Der Abgang von Alessandro Michele, die Balenciaga-Polemik, "das erleichtert nicht die erhoffte Storyline zu Kering, die die einer großen Fusion oder Übernahme ist", so Cadart.
Die Bank UBS glaubt jedoch, dass Kering seine "solide Bilanz" nutzen kann, um eine Strategie der Fusionen und Übernahmen zu verfolgen, um "die Gruppe zu diversifizieren". Zuletzt berichtete das Wall Street Journal über Kerings Interesse an der Marke Tom Ford, die schließlich von Estée Lauder aufgekauft wurde.

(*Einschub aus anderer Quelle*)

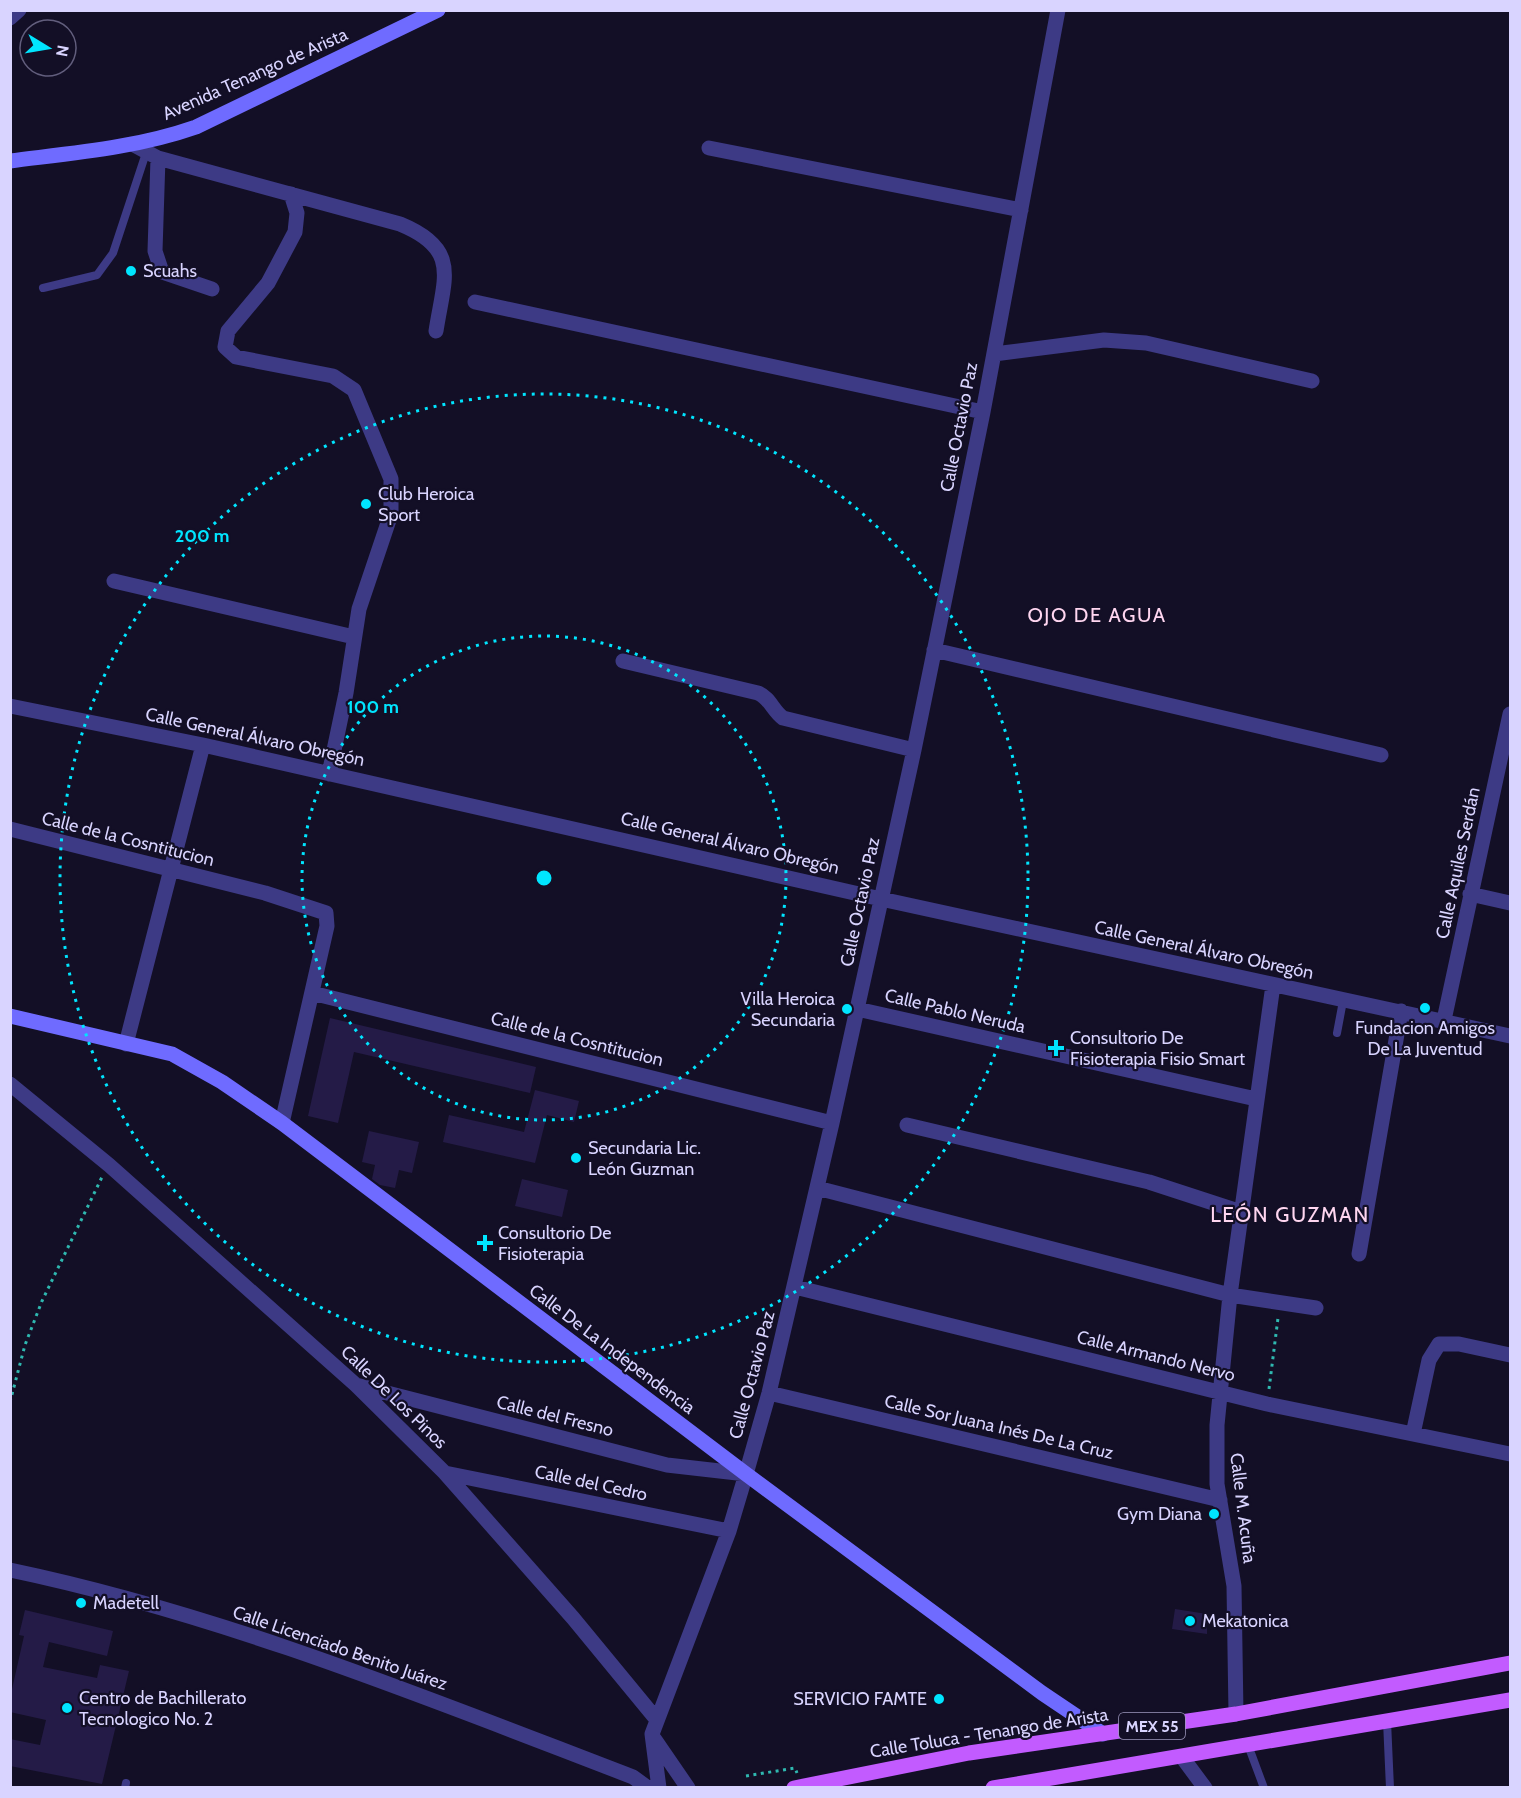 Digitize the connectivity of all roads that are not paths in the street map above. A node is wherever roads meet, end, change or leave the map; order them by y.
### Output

Die Gruppe "verfügt über eine Kriegskasse von 13 bis 20 Milliarden Euro", stellt HSBC fest und geht dabei auf mehrere Szenarien ein, die immer wieder genannt werden: Burberry aufkaufen? Sich mit dem Rivalen Richemont, der Muttergesellschaft von Cartier, zusammenschließen? Oder warum nicht einfach den Beauty-Bereich intern ausbauen? Trotz des Aufruhrs ist das Haus solide und das Geld ist da (AFP)
Dieser übersetzte Beitrag erschien zuvor auf FashionUnited.fr.